An Exact, Fully Nonlinear Solution of the Poisson-Boltzmann Equation with Anti-symmetric Electric Potential Profiles

Kwok Wing Chow 1 , Henry C. W. Chu 2 ,  and Chiu-On Ng 1
  • 1 Department of Mechanical Engineering, University of Hong Kong, Pokfulam, Hong Kong
  • 2 Sibley School of Mechanical and Aerospace Engineering, Cornell University, Ithaca, NY 14853, USA

Abstract

The electric potential in an electro-osmotic flow is governed by the Poisson-Boltzmann (P-B) equation. A new solution is obtained by solving the fully nonlinear P-B model in a rectangular channel using the Hirota bilinear method, without invoking the Debye-Hückel (D-H) (linearization) approximation. This new solution is anti-symmetric about the centerline of two parallel plates, representing the case of opposite charges on two walls of a microchannel. The electric potentials and velocity fields derived from both the complete and linearized P-B equations are compared.
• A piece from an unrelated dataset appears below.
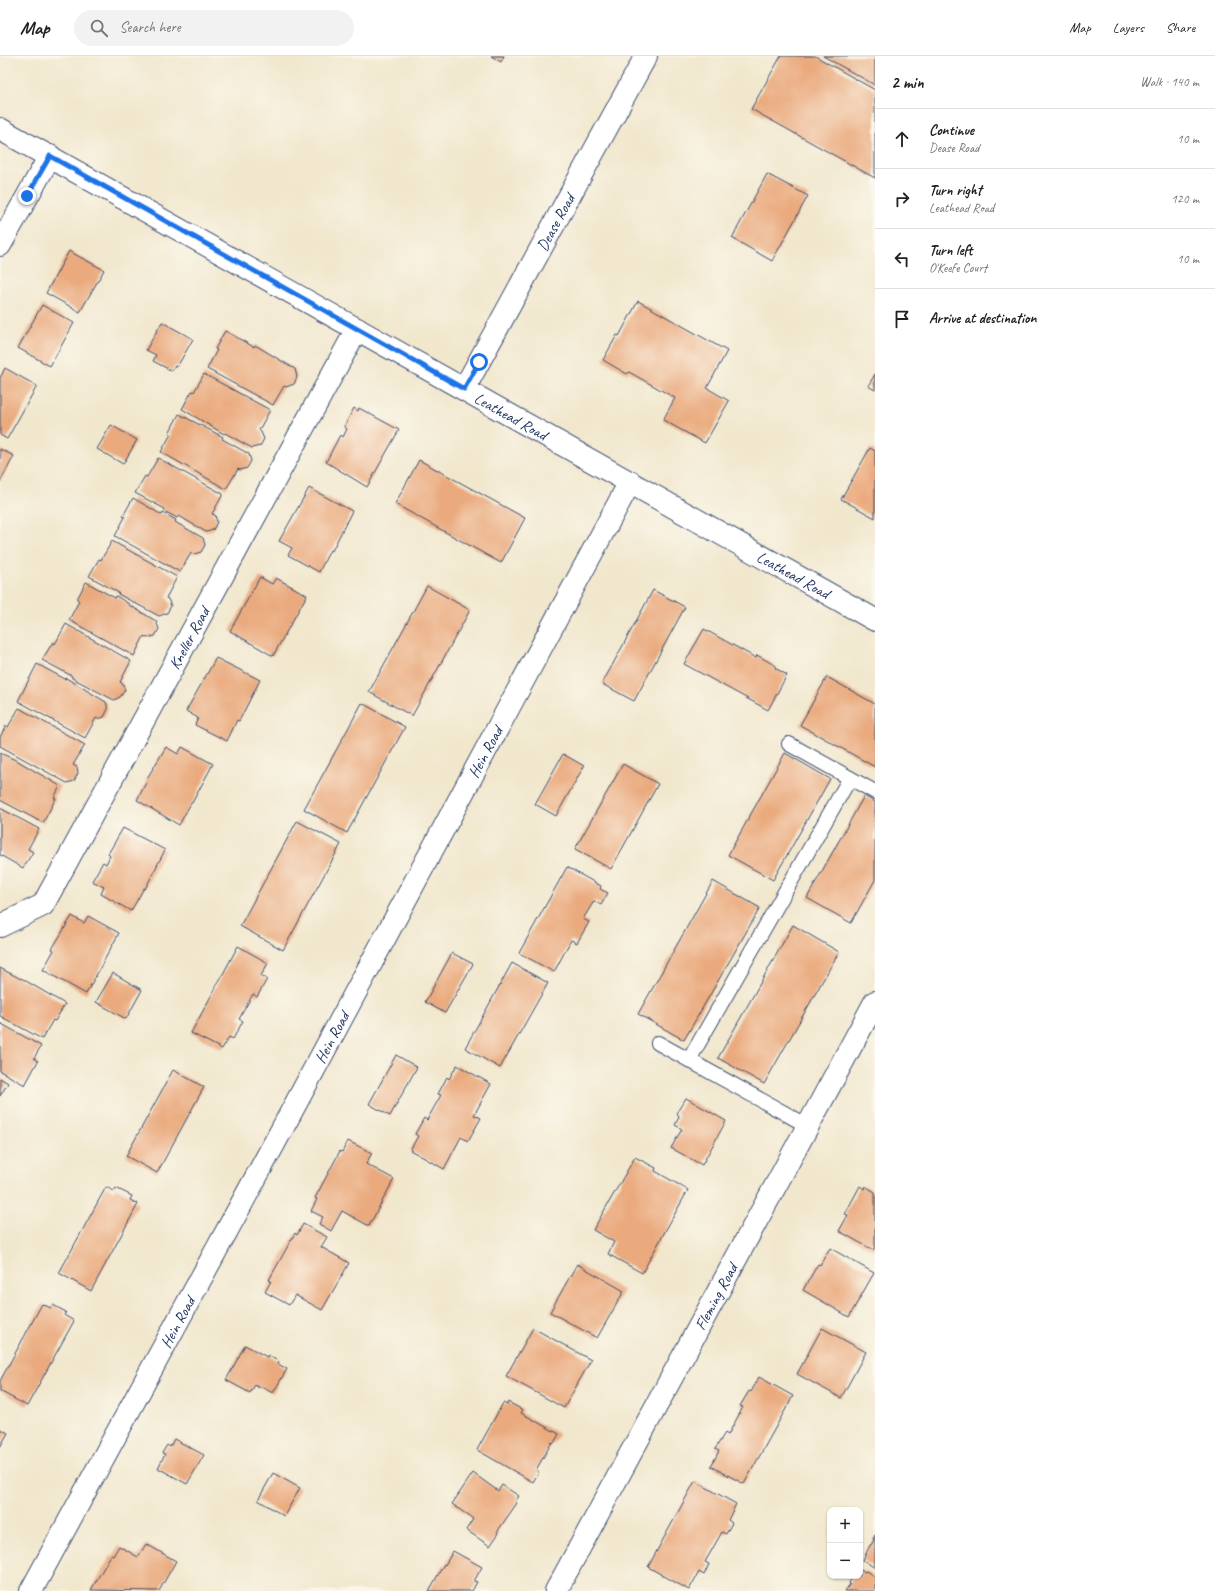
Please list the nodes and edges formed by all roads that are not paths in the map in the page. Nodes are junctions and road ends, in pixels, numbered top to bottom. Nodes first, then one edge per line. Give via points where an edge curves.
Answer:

Significant deviations are revealed, in particular for cases with high zeta potential. If a boundary slip on the wall is permitted, the electro-osmotic flow corresponding to this anti-symmetric wall potential can still induce a net fluid flow. These results will have important applications in characterizing bi-directional flows within microchannels, capillary tubes, membranes and porous materials.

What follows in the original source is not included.